In Bare's series, O'Hannion/McDoakes gets involved in some situation or is attracted to some job or hobby, that turns the short into a comic form of "How to" or better "How not to" do something. The entire idea is that no matter what you ("Everyman") would like to accomplish, most of the time the average fellow (or woman - sometimes a woman is involved) can't really do it. This seems shortsighted, but unless we accept the inevitable failure of poor McDoakes attempts...well we won't have an amusing short before the feature then, will we? Other episodes of the series included, "So You Want to Be a Detective", and "So You Want to Be a Dancer". No matter how much poor Joe tries to do things by the book he always comes a cropper. He either is not smart enough, or lacks the imagination to see what is around the possible corners of his actions.

Here we start off with Joe in the shower. The narrator (the always dependable Art Gilmore) catches his attention, but Joe does not want to be seen by an audience while bathing. Gilmore reassures Joe that only men are in the audience, so Joe allows Gilmore and the camera to see him getting washed (of course from the middle of the back up) - but Gilmore (sotto voce) tells the ladies to just restrain from laughing for a moment or two). As I said, Joe lacks imagination - like some stranger might lie about who sees you naked.

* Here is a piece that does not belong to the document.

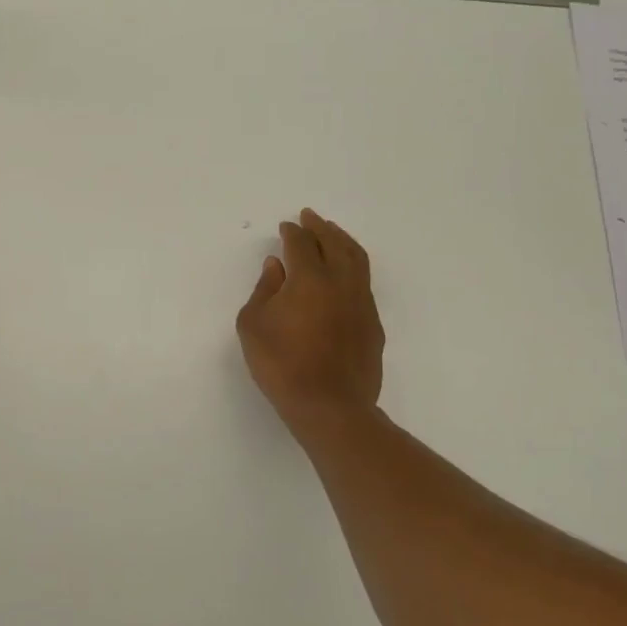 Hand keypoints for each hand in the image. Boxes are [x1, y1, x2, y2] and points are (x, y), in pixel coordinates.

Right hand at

It turns out that Joe is using a bad choice for a shampoo, and as a result he is losing hair (actually most people lose dead hair when they are washing in a shower or bath). Although Joe has a good head of hair he becomes concerned about massive hair loss. So he asks his barber about this. His barber (Paul Panzer) insists that he shouldn't massage his scalp. But a second barber (Leo White) insists he should massage his scalp! So it goes, with it soon apparent that on the subject of hair and baldness nobody really has an answer.

The series shows Joe trying everything "the experts" suggest, and even seeking the help of books on baldness. But nothing seems to work. He even goes to a specialty hair institute where he is given the works (quite literally) with electricity. In the end...well you can watch it and see the result.

It is fairly amusing (the one possible catch is a running gag with "Iron Eyes" Cody as an Indian (get it...nudge, nudge..."scalp treatment")) several times in the episode. That seems rather dated. But if one keeps in mind it is set in 1946 the general amusement of the short is still effective. Oddly enough, although now sixty years old, the central issue of the short is still true: there is still no real cure for baldness. Of course, they did not mention that heredity really plays a major role in people having hair into old age - there is nothing really funny about heredity. The only addition to the short, if done nowadays, would have been to have Joe experiment with getting hair plugs, as the late Senator William Proxmire did. But one wonders if there is much humor in that either.